Descriptive details take time to read. So in Chandler, while a character is waiting, or traveling, or watching, or listening, the reader is reading. Here's a passage from A Lady In The Lake that first alludes — effectively — to the passage of time, then gives you time directly.

Half an hour and three or four cigarettes later a door opened behind Miss Fromsett's desk and two men came out backwards, laughing. A third man held the door for them and helped them laugh. They all shook hands heartily and the two men went across the office and out. The third man dropped the grin off his face and looked as if he had never grinned in his life.

Not only do you get the time at the door, the laughing, the laughing continuing (as man number three helps the other two laugh), the handshakes, the walk across the office; you also get, as Tom Stoppard once pointed out, the sound of the office door closing on the word "out": "the two men went across the office and out." And as that passage reverberates in our minds, the laughers' helper takes time to rearrange his face.

In a very early story, "Spanish Blood," a chapter begins:

The big English house stood a long way back from the narrow, winding ribbon of concrete that was called De Neve Lane.

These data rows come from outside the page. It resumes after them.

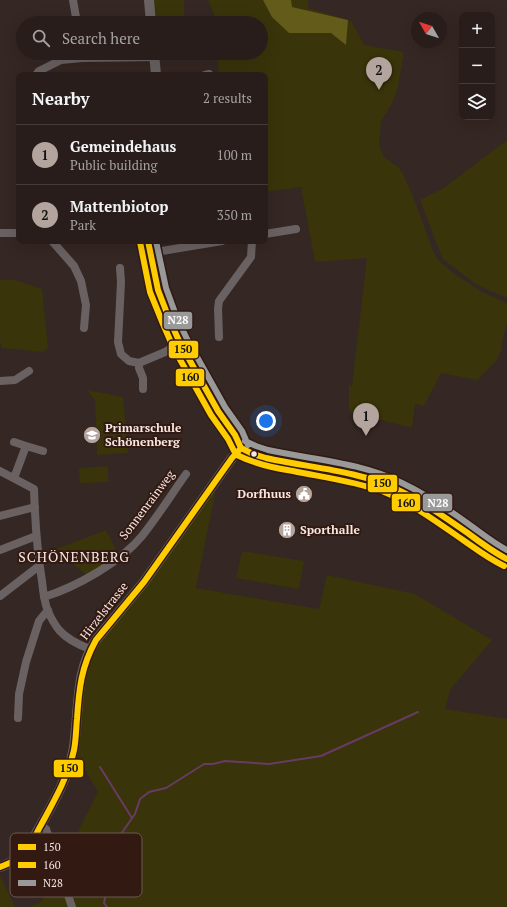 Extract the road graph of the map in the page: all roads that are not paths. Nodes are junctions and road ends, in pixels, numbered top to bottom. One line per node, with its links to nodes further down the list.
1 (73, 0): 3 (street)
2 (149, 0): 4 (street)
3 (76, 16)
4 (150, 16)
5 (61, 60): 7 (street)
6 (155, 60): 8 (street)
7 (38, 72)
8 (156, 72)
9 (296, 229): 12 (street)
10 (0, 232): 11 (street)
11 (16, 233)
12 (268, 234)
13 (55, 244): 19 (street)
14 (148, 244): 17 (street)
15 (199, 244): 17 (street)
16 (252, 244): 20 (street)
17 (150, 253): 21 (street)
18 (120, 268): 22 (street)
19 (84, 328)
20 (220, 337)
21 (180, 343): 22 (street); 28 (street)
22 (139, 364): 25 (street)
23 (29, 371): 24 (street)
24 (0, 381)
25 (143, 389)
26 (14, 442): 27 (street)
27 (26, 446): 29 (street); 32 (street)
28 (241, 448): 37 (street); 42 (street, Hirzelstrasse)
29 (43, 451)
30 (0, 471): 32 (street)
31 (186, 474): 40 (street, Sonnenrainweg)
32 (14, 478): 33 (street)
33 (35, 508): 34 (street); 35 (street)
34 (0, 516)
35 (36, 536): 36 (street); 38 (street)
36 (0, 550)
37 (507, 559)
38 (39, 566): 39 (street); 40 (street)
39 (0, 596)
40 (44, 597): 41 (street)
41 (48, 610): 42 (street); 43 (street)
42 (90, 650): 44 (street, Hirzelstrasse)
43 (18, 718)
44 (41, 825): 45 (street, Hirzelstrasse); 46 (street)
45 (36, 833)
46 (47, 833)
47 (10, 863): 48 (street, Hirzelstrasse)
48 (0, 866)
49 (69, 897): 50 (street)
50 (72, 907)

The lawn had rather long grass with a curving path of stepping stones half hidden in it. There was a gable over the front door and ivy on the wall. Trees grew all around the house, close to it, made it a little dark and remote.

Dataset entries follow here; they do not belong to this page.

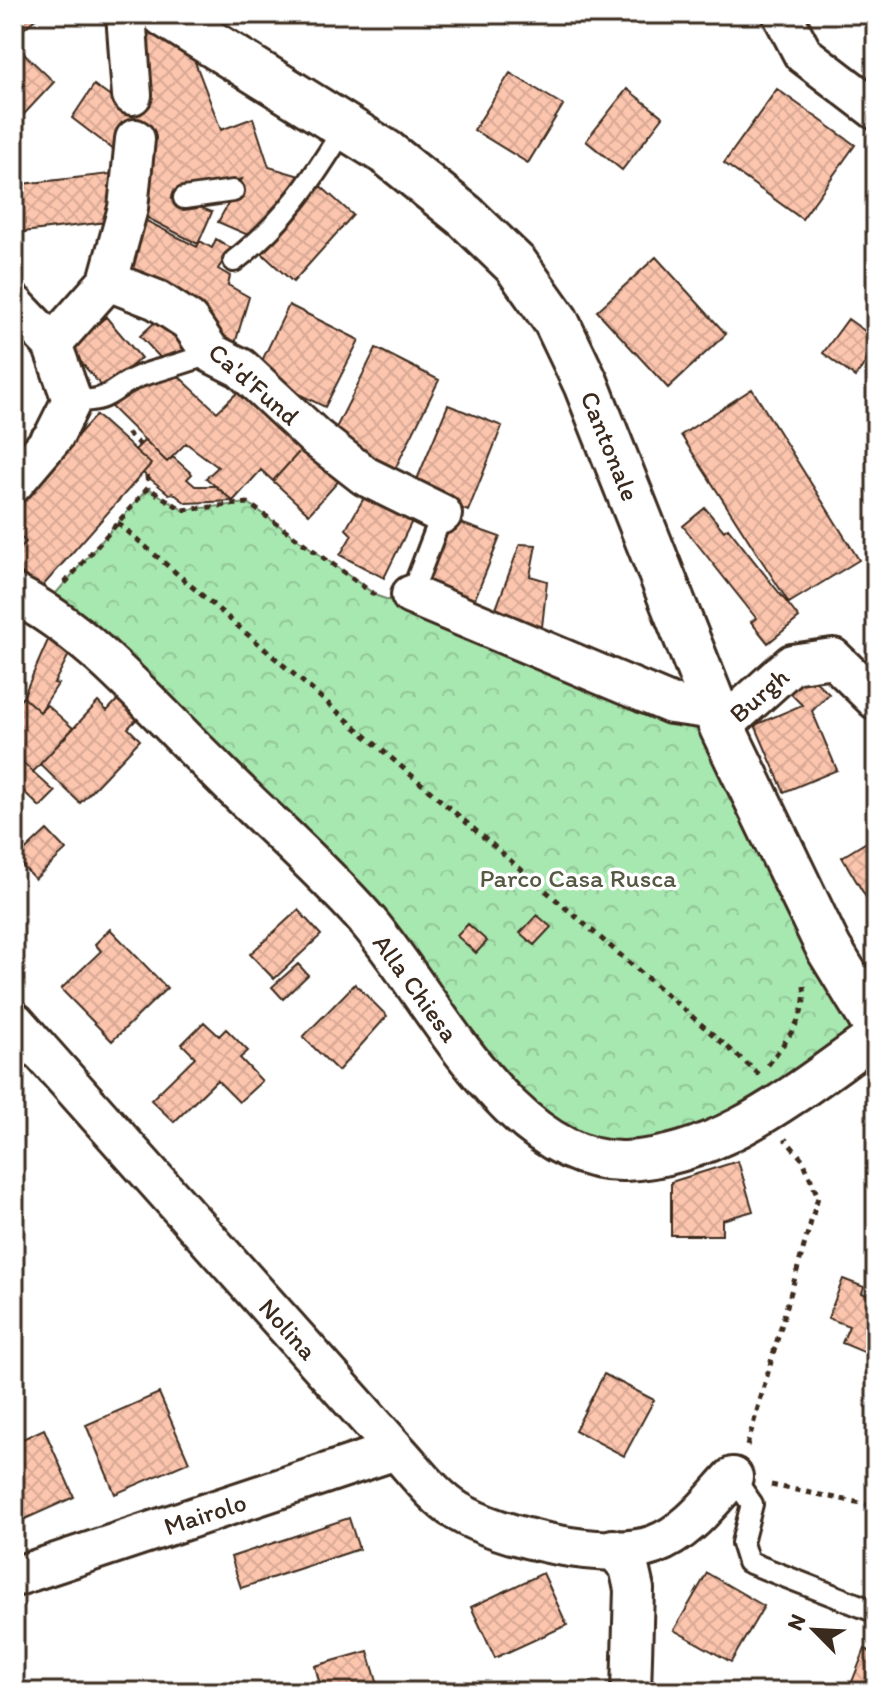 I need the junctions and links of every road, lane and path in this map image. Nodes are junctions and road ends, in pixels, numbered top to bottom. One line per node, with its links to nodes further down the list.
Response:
1 (126, 14): 4 (street)
2 (164, 14): 6 (street, Cantonale)
3 (782, 14): 5 (street)
4 (132, 95)
5 (876, 110)
6 (346, 125): 10 (lane); 25 (street, Cantonale)
7 (135, 139): 11 (street)
8 (233, 191): 9 (lane)
9 (184, 198)
10 (234, 261)
11 (108, 281): 12 (street); 13 (street, Ca'd'Fund)
12 (28, 327): 14 (street)
13 (211, 353): 14 (lane); 20 (street, Ca'd'Fund)
14 (72, 400): 18 (street)
15 (127, 433): 16 (path)
16 (140, 445)
17 (147, 475): 19 (path)
18 (14, 483)
19 (148, 488): 21 (path); 22 (path)
20 (442, 514): 22 (lane)
21 (118, 523): 23 (path); 30 (path)
22 (411, 595): 25 (street)
23 (28, 601): 30 (street, Alla Chiesa)
24 (876, 700): 25 (street, Burgh)
25 (718, 718): 28 (street, Cantonale)
26 (804, 980): 30 (path)
27 (14, 1021): 31 (street, Nolina)
28 (876, 1026)
29 (876, 1036): 30 (street, Alla Chiesa)
30 (770, 1096): 32 (path)
31 (396, 1450): 34 (street, Nolina); 35 (street, Mairolo)
32 (733, 1477): 33 (path); 34 (street, Nolina); 36 (lane)
33 (876, 1506)
34 (613, 1549): 37 (street)
35 (14, 1577)
36 (876, 1612)
37 (631, 1692)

All the houses in De Neve Lane had that same calculated air of neglect. But the tall green hedge that hid the driveway and the garages was trimmed as carefully as a French poodle, and there was nothing dark or mysterious about the mass of yellow and flame-colored gladioli that flared at the opposite end of the lawn.

Delaguerra got out of a tan-colored Cadillac touring car that had no top. It was an old model, heavy and dirty. A taut canvas formed a deck over the back part of the car. He wore a white linen cap and dark glasses and had changed his blue serge for a gray cloth outing suit with a jerkin-style zipper jacket.

He didn't look very much like a cop. He hadn't looked very much like a cop in Donegan Marr's office. He walked slowly up the path of stepping stones, touched a brass knocker on the front door of the house, then didn't knock with it. He pushed a bell at the side, almost hidden by the ivy.

The description of the house and grounds covers the time Delaguerra's car is approaching the driveway: Chandler never tells us the man is driving, but we get the road, the almost hidden driveway, the drive up, which occurs as we see the hedge, several garages, the flowers; then the description of the car and the man, which covers the time he's walking the path to the door. Then he's reaching for the knocker, then reaching for the bell.